**What you have to do:** How many of the lines below hold the word "junctions"? Answer only with the number.

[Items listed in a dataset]
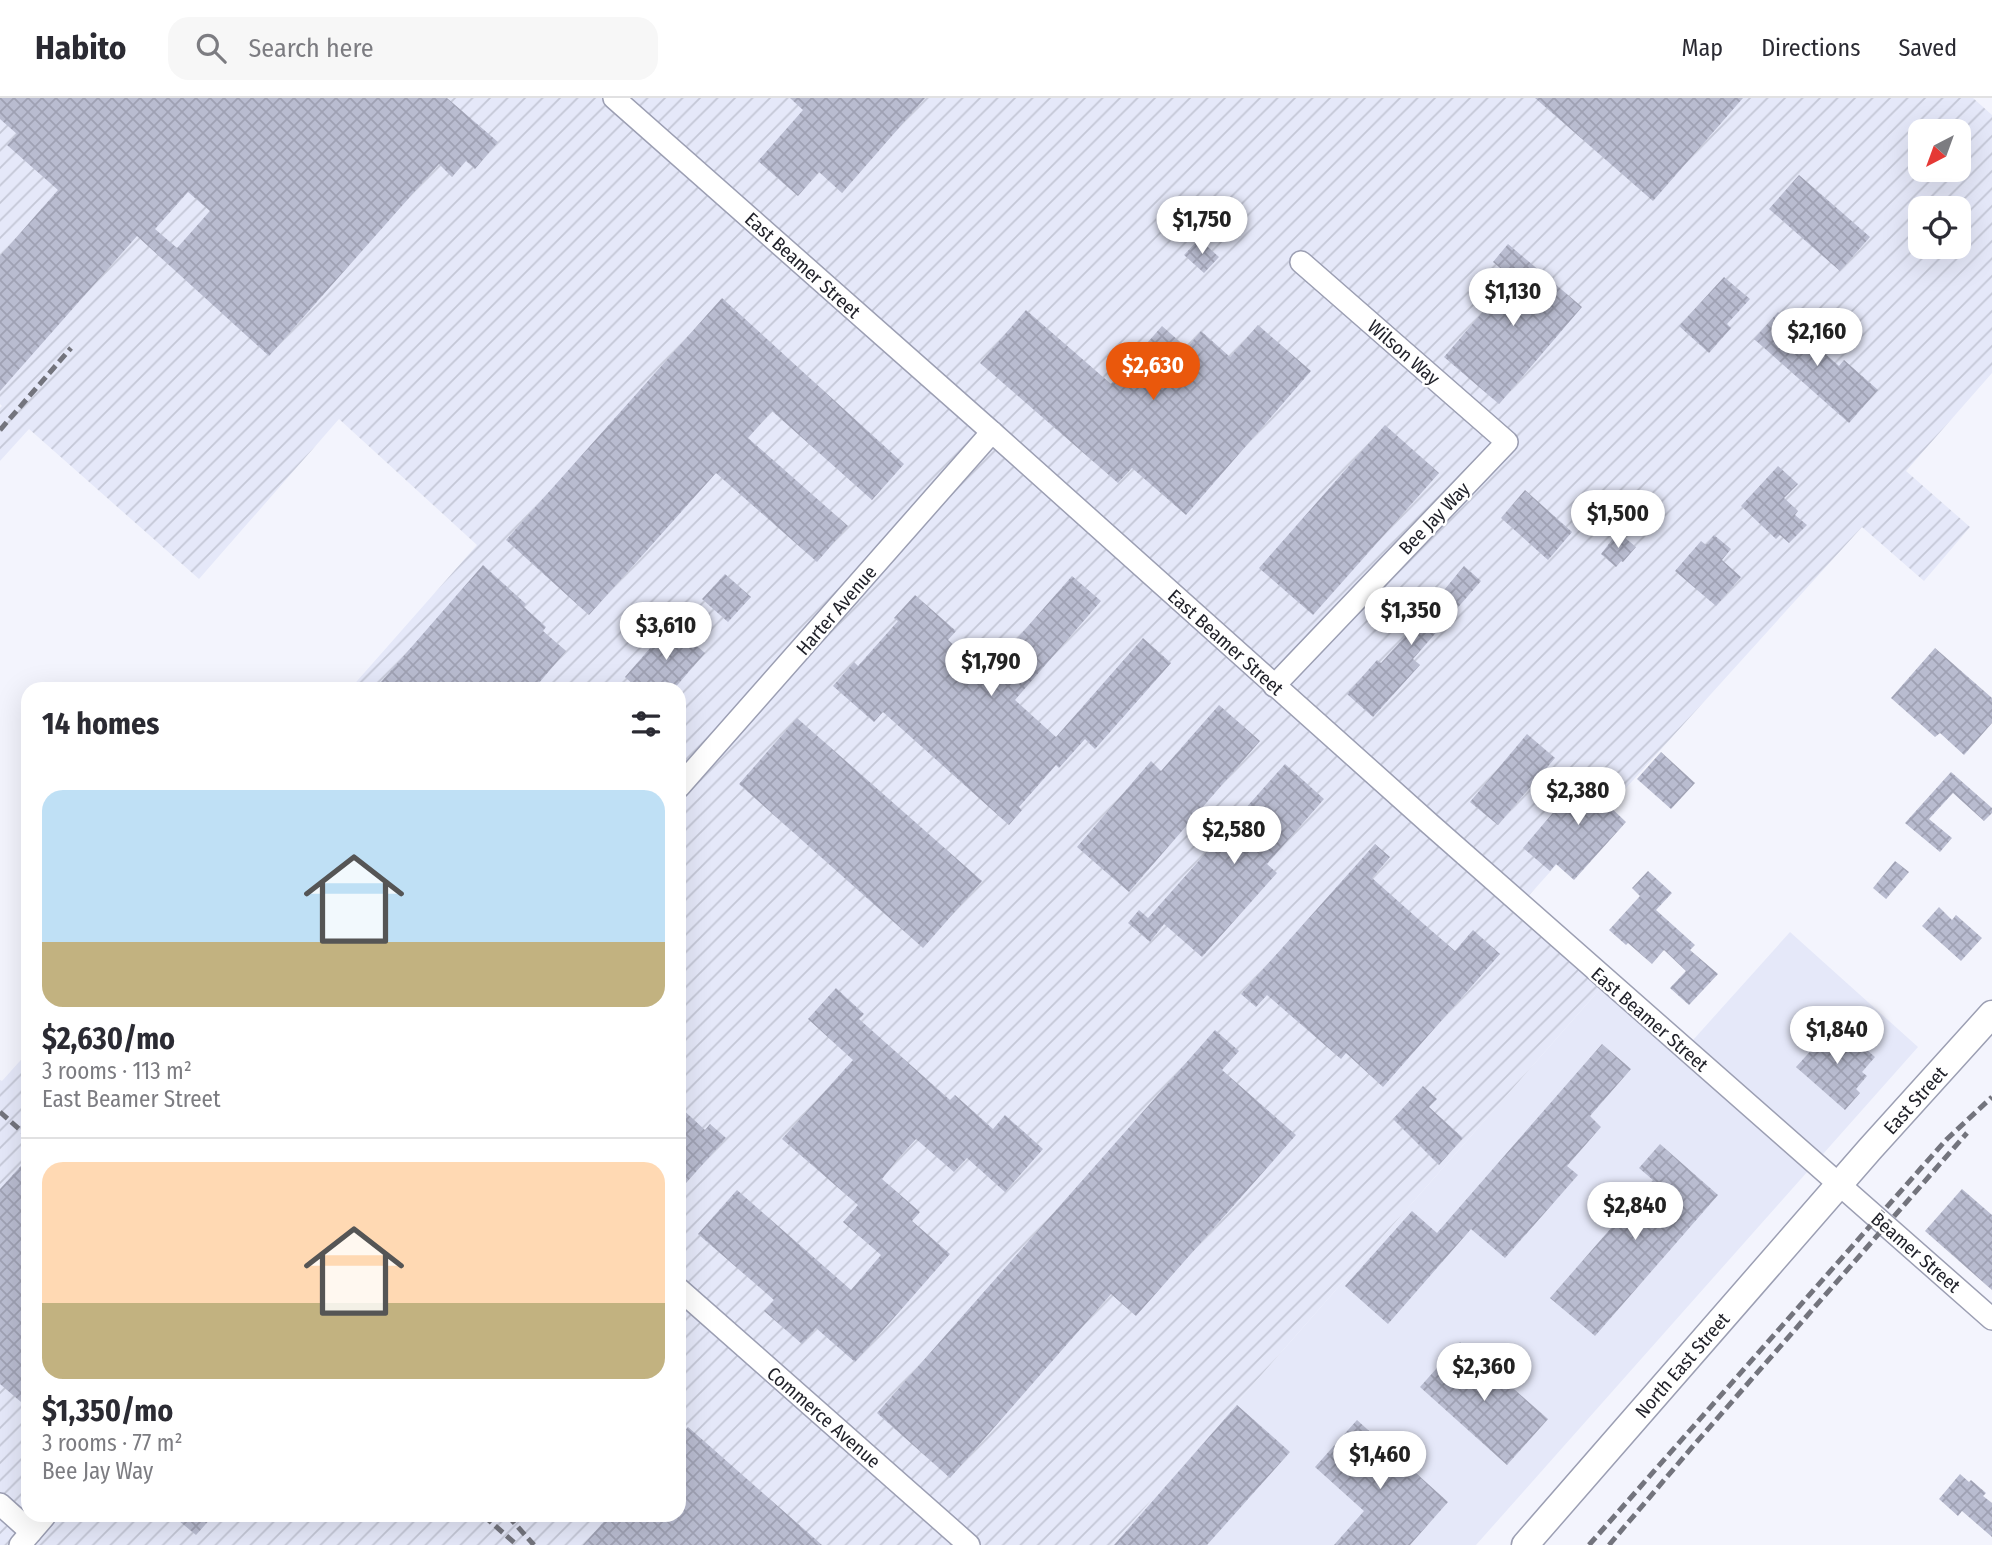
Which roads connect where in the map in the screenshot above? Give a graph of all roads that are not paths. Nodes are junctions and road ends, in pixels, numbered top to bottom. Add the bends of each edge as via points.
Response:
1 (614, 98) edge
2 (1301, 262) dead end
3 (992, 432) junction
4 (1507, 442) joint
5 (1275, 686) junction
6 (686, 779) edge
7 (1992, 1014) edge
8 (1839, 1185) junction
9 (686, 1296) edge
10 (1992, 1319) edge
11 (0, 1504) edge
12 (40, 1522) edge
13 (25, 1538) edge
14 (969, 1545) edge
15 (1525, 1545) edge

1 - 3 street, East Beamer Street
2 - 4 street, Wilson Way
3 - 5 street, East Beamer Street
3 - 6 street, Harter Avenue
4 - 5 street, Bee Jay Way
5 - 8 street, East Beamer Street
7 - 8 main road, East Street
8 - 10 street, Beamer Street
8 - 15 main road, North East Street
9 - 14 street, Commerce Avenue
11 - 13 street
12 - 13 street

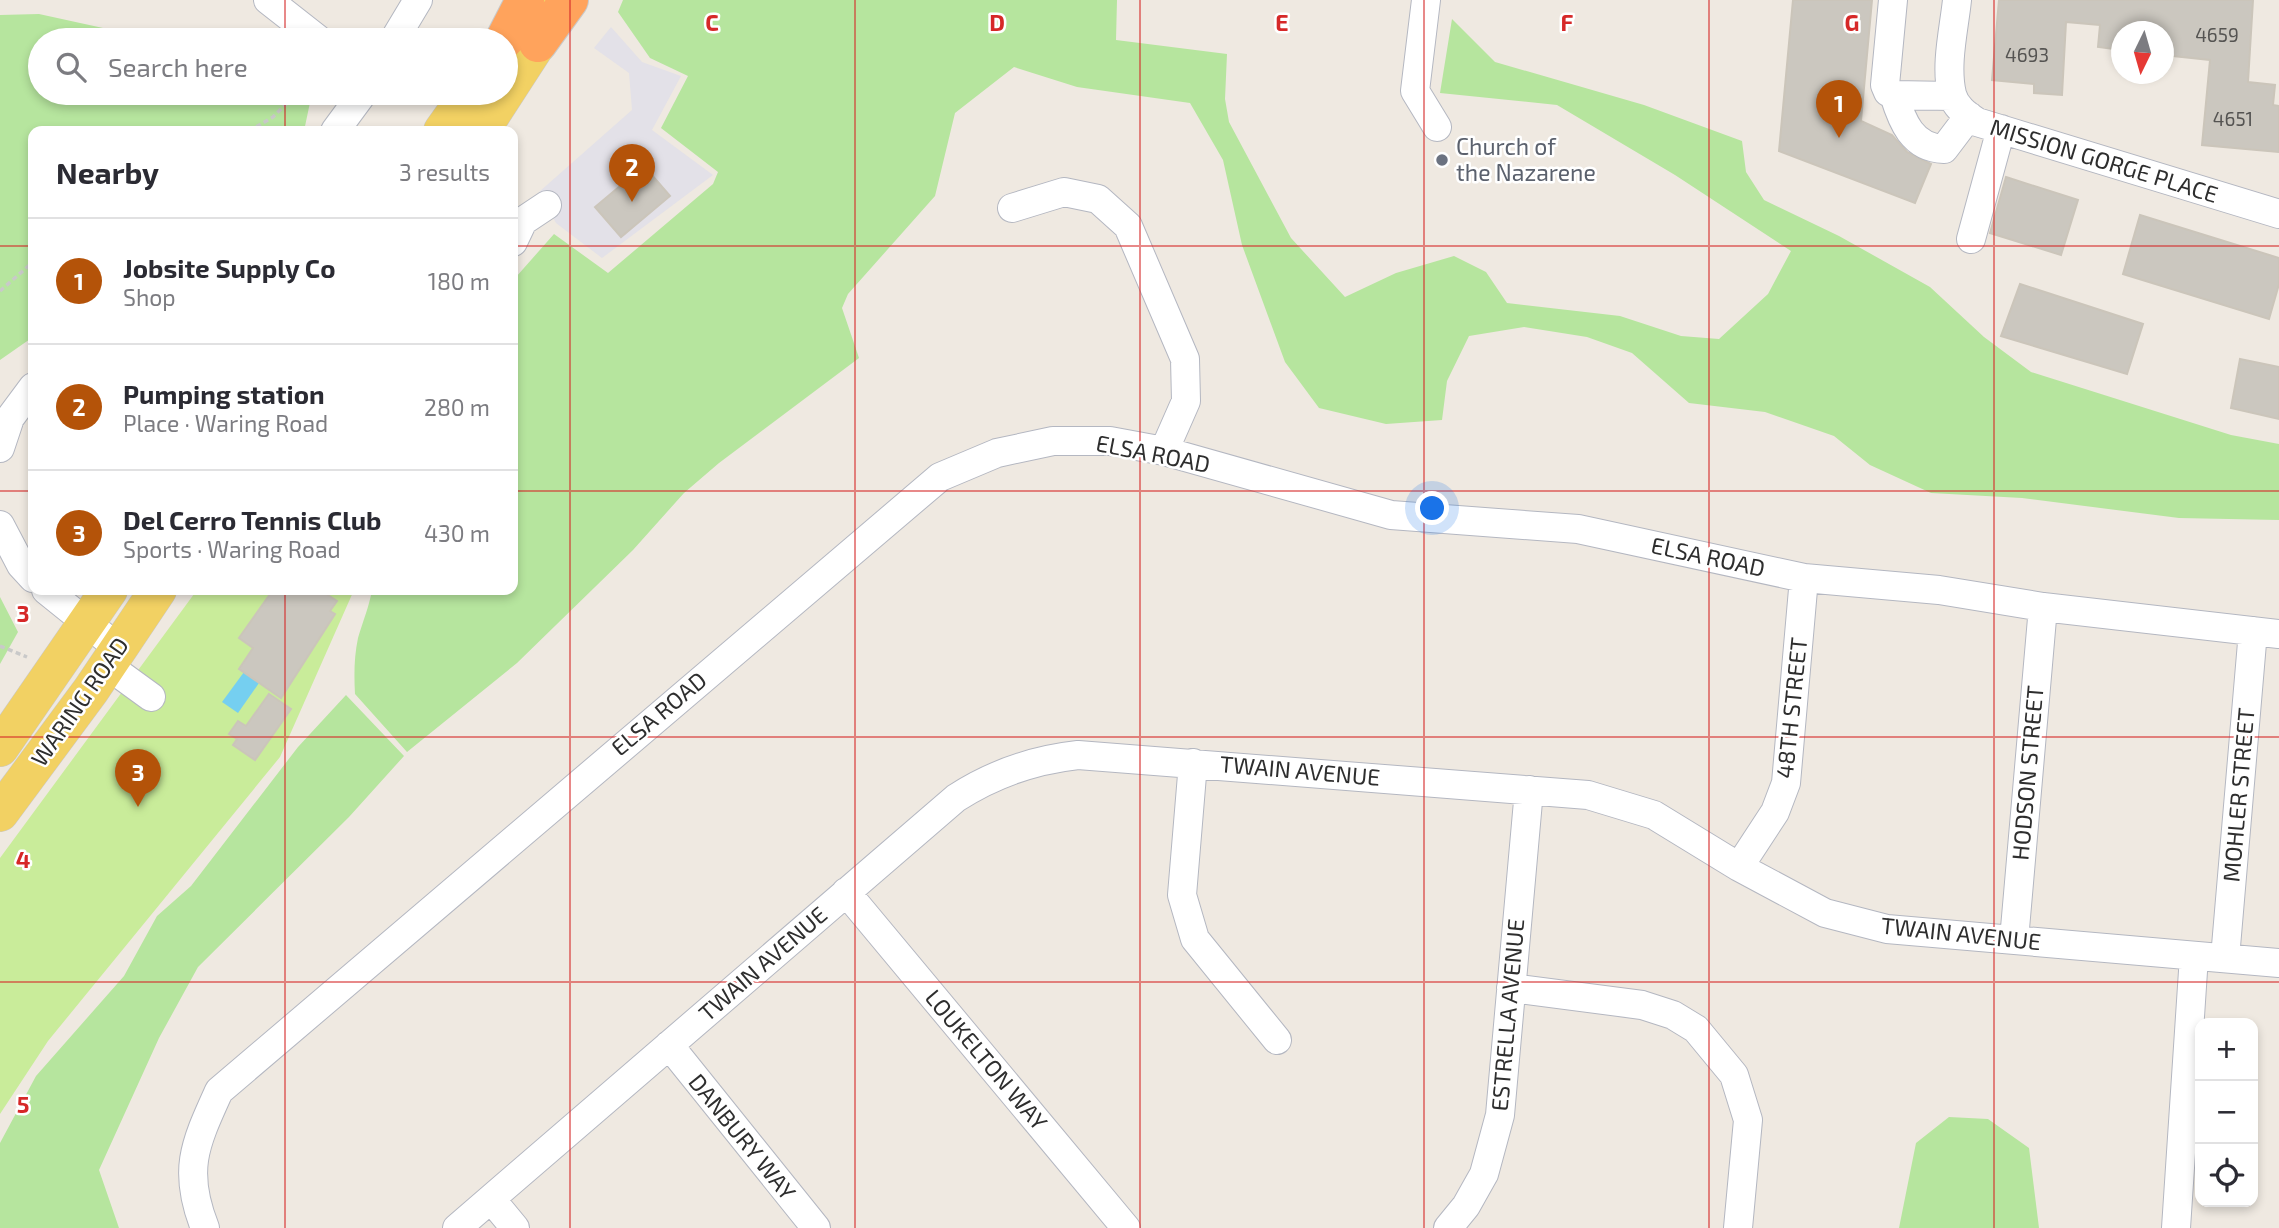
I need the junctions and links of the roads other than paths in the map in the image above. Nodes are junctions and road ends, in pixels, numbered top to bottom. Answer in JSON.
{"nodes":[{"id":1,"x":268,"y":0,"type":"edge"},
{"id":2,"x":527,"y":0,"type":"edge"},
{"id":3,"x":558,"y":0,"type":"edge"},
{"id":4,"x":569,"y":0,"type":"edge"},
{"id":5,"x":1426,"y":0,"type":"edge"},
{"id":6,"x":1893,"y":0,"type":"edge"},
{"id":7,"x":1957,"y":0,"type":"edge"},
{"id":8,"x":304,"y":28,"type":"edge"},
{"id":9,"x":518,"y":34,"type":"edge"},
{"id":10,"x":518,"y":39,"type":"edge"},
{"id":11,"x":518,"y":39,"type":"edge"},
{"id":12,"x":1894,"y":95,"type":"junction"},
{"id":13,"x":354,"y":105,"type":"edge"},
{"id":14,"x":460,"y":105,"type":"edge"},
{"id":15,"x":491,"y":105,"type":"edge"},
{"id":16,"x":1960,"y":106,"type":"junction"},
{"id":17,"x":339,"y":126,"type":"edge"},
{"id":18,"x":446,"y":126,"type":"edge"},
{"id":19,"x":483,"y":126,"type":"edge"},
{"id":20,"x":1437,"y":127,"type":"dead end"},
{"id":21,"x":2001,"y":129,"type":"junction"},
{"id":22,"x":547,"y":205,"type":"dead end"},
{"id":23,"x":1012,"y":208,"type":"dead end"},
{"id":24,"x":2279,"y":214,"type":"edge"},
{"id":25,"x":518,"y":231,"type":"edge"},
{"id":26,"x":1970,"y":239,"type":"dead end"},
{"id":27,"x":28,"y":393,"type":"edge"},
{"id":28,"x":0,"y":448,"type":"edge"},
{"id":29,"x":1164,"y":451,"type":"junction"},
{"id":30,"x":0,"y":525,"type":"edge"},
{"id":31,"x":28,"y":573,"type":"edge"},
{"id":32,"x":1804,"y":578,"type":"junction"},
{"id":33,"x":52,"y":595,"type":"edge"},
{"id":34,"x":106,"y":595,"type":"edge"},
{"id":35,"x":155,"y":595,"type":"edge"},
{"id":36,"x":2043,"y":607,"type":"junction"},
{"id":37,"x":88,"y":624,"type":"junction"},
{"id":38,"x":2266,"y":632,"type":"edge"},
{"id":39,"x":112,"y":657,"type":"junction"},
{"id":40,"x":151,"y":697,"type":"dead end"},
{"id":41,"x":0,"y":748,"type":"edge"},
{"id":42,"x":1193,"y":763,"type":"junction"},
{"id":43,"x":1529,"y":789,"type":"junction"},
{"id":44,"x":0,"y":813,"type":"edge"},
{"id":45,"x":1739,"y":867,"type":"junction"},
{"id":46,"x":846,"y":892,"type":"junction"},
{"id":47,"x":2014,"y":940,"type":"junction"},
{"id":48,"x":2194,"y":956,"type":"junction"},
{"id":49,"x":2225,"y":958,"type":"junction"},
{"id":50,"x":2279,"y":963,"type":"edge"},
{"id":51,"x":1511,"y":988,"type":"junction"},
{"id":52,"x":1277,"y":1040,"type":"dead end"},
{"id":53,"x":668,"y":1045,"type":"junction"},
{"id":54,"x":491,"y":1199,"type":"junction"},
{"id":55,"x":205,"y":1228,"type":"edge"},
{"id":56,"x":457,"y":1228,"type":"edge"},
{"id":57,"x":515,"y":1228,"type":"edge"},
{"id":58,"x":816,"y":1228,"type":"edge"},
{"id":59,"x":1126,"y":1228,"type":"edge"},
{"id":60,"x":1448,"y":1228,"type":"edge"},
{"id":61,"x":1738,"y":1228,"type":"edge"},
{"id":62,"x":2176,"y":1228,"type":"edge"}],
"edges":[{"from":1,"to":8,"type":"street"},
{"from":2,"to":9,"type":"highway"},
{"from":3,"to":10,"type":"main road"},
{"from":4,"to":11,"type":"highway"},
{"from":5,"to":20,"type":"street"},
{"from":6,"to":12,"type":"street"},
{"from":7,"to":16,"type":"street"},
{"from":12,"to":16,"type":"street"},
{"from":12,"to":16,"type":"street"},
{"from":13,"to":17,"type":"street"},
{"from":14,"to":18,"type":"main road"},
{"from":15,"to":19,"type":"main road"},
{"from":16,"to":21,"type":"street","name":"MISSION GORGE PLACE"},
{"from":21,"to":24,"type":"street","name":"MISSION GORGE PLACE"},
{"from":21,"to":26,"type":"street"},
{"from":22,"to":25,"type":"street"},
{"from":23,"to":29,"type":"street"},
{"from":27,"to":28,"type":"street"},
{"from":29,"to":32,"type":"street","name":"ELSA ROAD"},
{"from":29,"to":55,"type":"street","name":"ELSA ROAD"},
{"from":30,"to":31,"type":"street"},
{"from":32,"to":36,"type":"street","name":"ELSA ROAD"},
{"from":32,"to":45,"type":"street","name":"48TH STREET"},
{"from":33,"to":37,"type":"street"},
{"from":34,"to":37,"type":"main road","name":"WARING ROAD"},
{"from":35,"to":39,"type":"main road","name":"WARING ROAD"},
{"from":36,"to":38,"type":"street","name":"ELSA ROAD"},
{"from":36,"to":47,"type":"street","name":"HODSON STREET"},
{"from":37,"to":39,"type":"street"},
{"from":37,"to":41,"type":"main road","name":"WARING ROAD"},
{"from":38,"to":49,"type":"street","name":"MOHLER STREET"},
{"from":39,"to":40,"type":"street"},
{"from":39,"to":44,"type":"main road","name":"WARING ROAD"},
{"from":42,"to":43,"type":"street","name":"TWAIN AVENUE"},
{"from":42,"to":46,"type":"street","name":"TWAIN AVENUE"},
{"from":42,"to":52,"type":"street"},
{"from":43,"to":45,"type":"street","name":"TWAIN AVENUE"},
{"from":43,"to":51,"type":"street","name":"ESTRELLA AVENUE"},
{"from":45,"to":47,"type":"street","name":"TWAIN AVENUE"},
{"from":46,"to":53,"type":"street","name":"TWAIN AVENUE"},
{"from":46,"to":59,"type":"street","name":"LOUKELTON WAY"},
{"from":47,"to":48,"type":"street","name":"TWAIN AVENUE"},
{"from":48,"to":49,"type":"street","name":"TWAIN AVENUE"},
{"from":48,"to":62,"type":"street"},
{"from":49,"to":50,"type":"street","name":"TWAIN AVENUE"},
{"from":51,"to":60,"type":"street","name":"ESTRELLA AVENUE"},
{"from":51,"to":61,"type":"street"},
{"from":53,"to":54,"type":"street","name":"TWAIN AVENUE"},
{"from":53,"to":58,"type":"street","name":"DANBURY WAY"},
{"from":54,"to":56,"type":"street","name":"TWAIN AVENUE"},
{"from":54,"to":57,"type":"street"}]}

**Task result:** 2